Forbes calls it the “Supergrain of The Future” and the Food and Agricultural Organization of the UN (FOA) dedicated the entire year to it (2013 is literally “International Year of the Quinoa”). You know it’s trendy, you know it’s healthy, but you have no clue what the F it really is (a grain? a protein? rice? pasta?!) … or how to pronounce it.

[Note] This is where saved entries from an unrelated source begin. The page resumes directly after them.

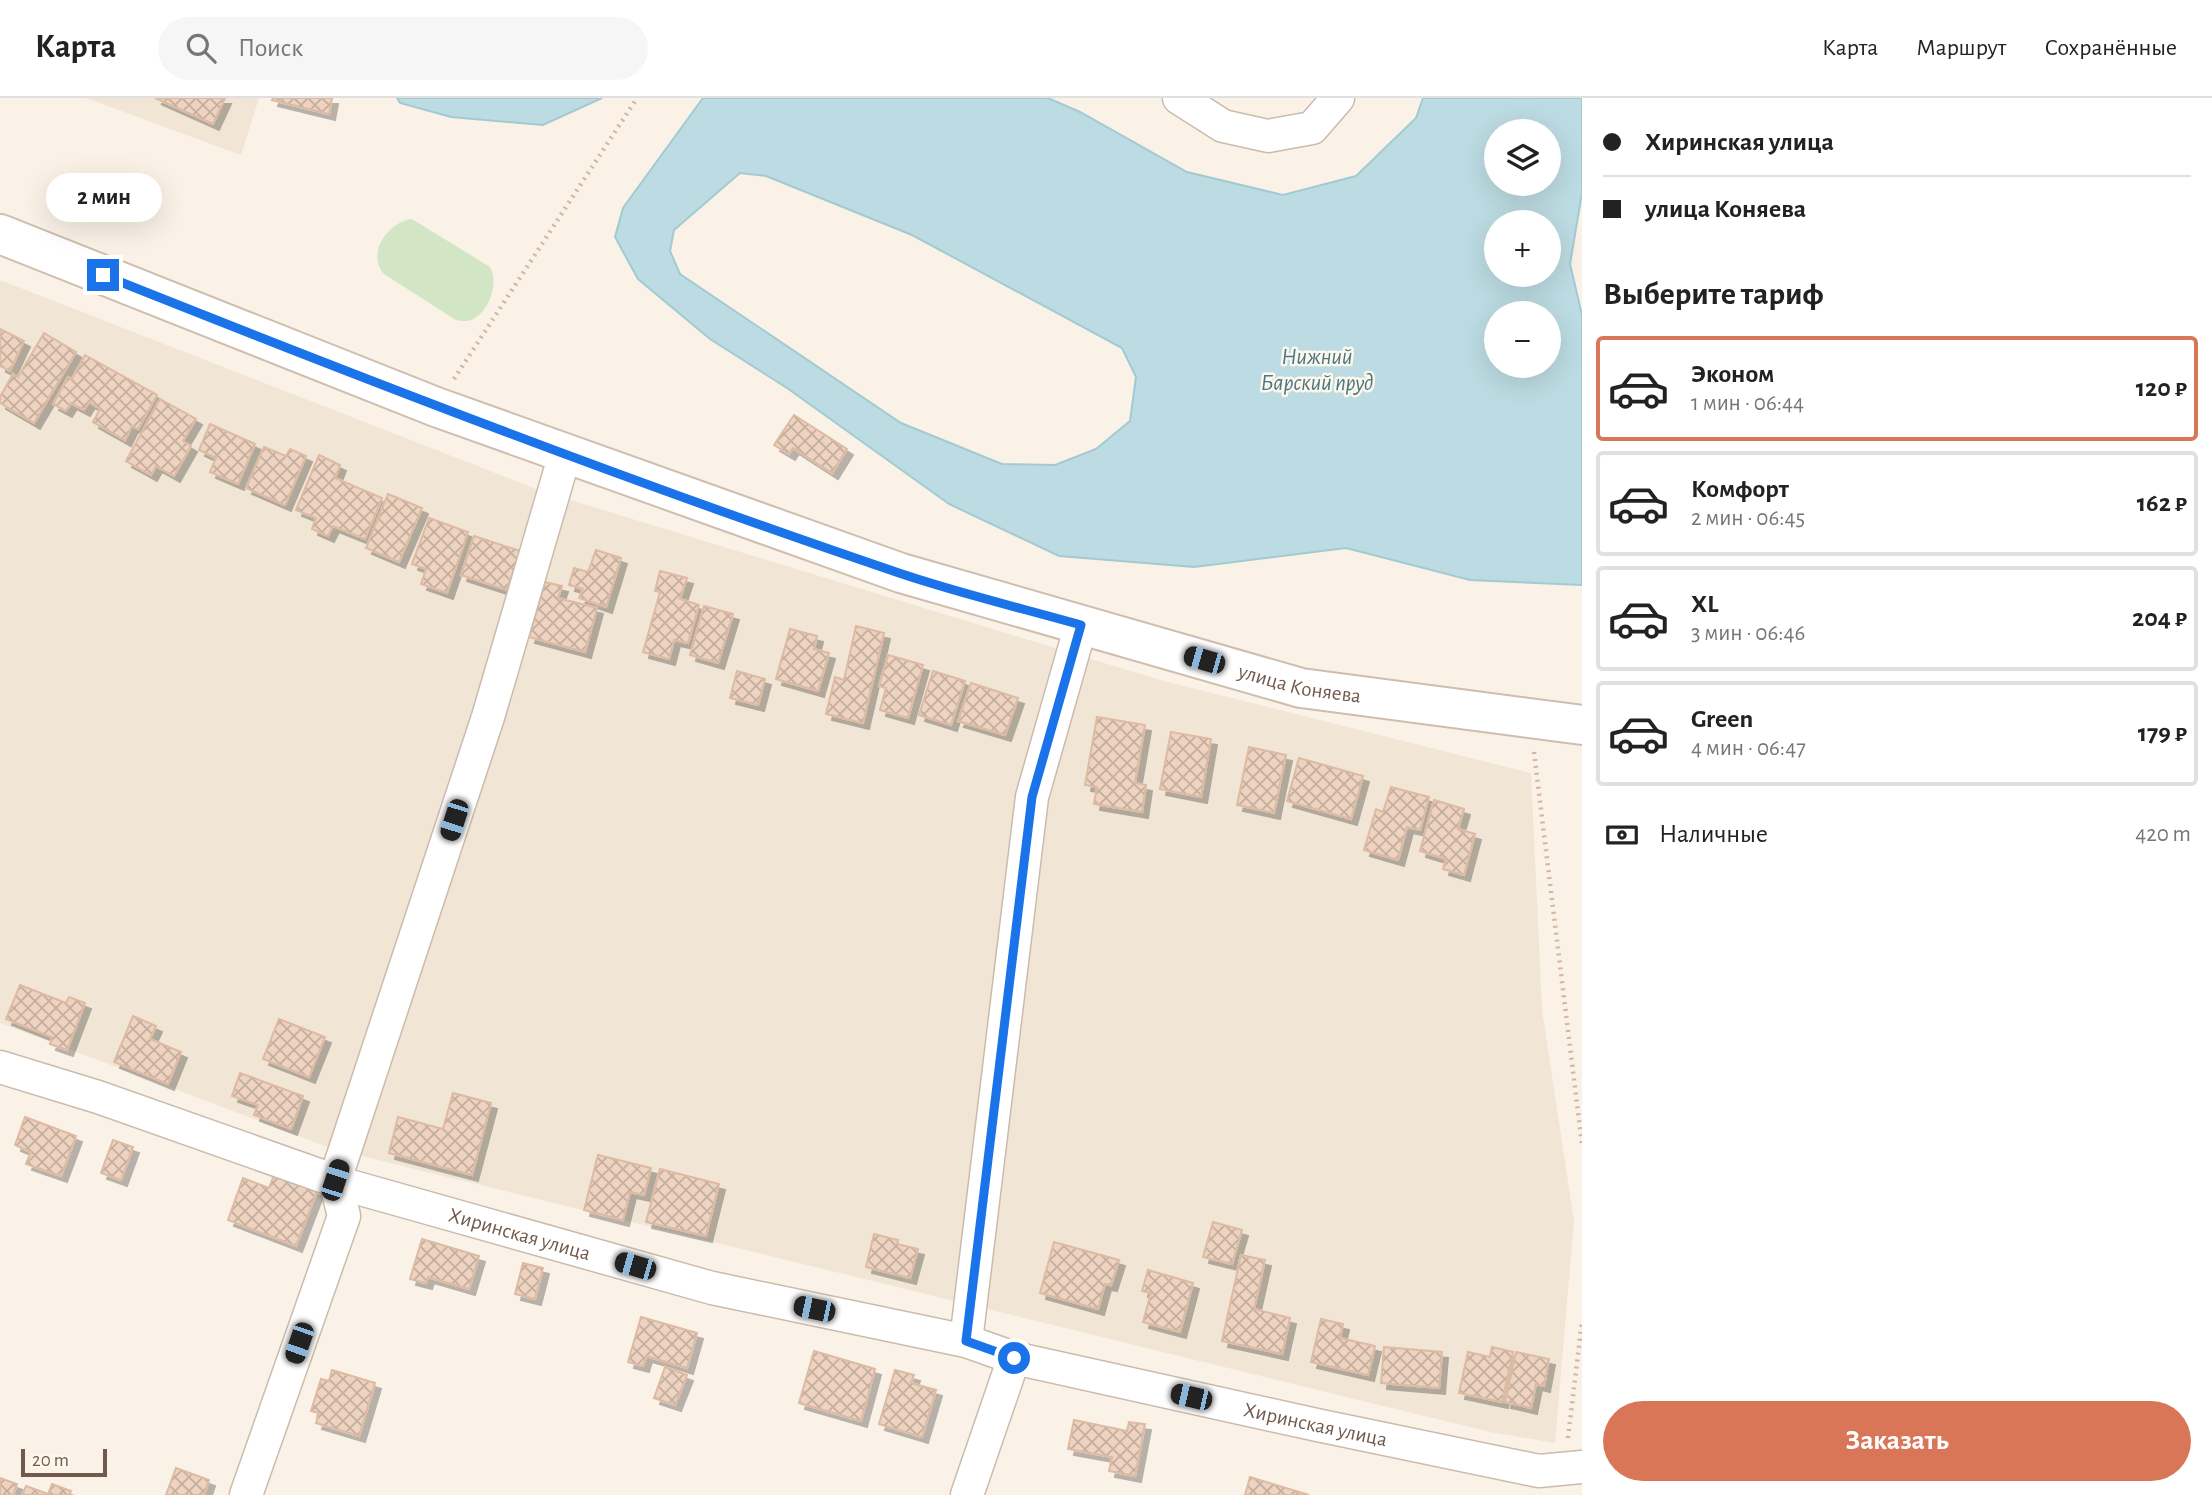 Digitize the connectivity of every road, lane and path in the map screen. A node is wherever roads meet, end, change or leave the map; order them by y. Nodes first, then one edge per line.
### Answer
1 (637, 98) edge
2 (1179, 98) edge
3 (1338, 98) edge
4 (0, 234) edge
5 (436, 407) junction
6 (565, 454) junction
7 (1081, 625) junction
8 (1530, 717) junction
9 (1582, 725) edge
10 (0, 1067) edge
11 (1582, 1144) edge
12 (335, 1180) junction
13 (1582, 1321) edge
14 (966, 1341) junction
15 (1014, 1358) junction
16 (1573, 1468) edge
17 (246, 1495) edge
18 (967, 1495) edge

1 - 5 path
2 - 3 street
4 - 5 street, улица Коняева
5 - 6 street, улица Коняева
6 - 7 street, улица Коняева
6 - 12 street
7 - 8 street, улица Коняева
7 - 14 street
8 - 9 street, улица Коняева
8 - 11 path
10 - 12 street, Хиринская улица
12 - 14 street, Хиринская улица
12 - 17 street
13 - 16 path
14 - 15 street, Хиринская улица
15 - 16 street, Хиринская улица
15 - 18 street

  • What: Quinoa (pronounced KEEN-WAH) translates into “the mother grain” in the Incan language. It’s a grain-like crop with endless uses: the seeds (what we typically think of as quinoa) are a highly nutritional “superfood” that can be enjoyed on their own, used to make cereal, flour, soup and even alcohol! The leaves can be used for medical purposes, like treating wounds, pain and swelling.
  • Where: Grown in South America, specifically in Chile, Peru and Bolivia, quinoa has been a major food source for people of the Andes Mountains for over 5,000 years.
  • Nutritional info: There’s a reason quinoa is so hyped — it’s FILLED with nutrients. Not only is it packed with fiber (12 grams per 1 cup serving, over 4x the fiber in a cup of brown rice) and protein (24 grams per serving, 4x the protein in an egg), but it’s also a great source of vitamin E, folate, B vitamins, zinc, potassium phosphorous, magnesium, iron, calcium and antioxidants. The best part? It’s low in sodium, fat (cholesterol free!) and calories: 1 cup only has 222 calories and 4 grams of fat.
  • White vs. red: Purchasing quinoa can  be confusing because there’s over 1,800 varieties. Personally, I think white quinoa is the way to go: it’s fewer in calories and has twice the fiber as red. If you’re looking for something a little sweeter, choose red.

When it’s time to cook it, follow these guidelines:
1. Measure out 1 cup dry quinoa to make 3 cups cooked (economical!).

Photo by Alexandra Hayes

2. In a strainer, rinse quinoa in cold water to get rid of the bitter taste. Let dry for 3-4 minutes.

Photo by Alexandra Hayes

3. Before adding liquid and boiling, heat quinoa in a pan for 4-5 minutes. This evaporates the remaining water left in quinoa after rinsing and gives it a better texture, flavor and smell by warming its natural oils. Note: It’s a myth that quinoa can only be cooked in water. For more flavorful, fluffy quinoa replace water with chicken or vegetable broth.

4. Measure out liquid (2 cups per 1 cup quinoa) and bring to a boil in a big pot.

Photo by Alexandra Hayes

5. When liquid is boiling, turn down heat to a simmer, add quinoa, cover and cook for 15-20 mins until all liquid has evaporated and quinoa is fluffy and tender.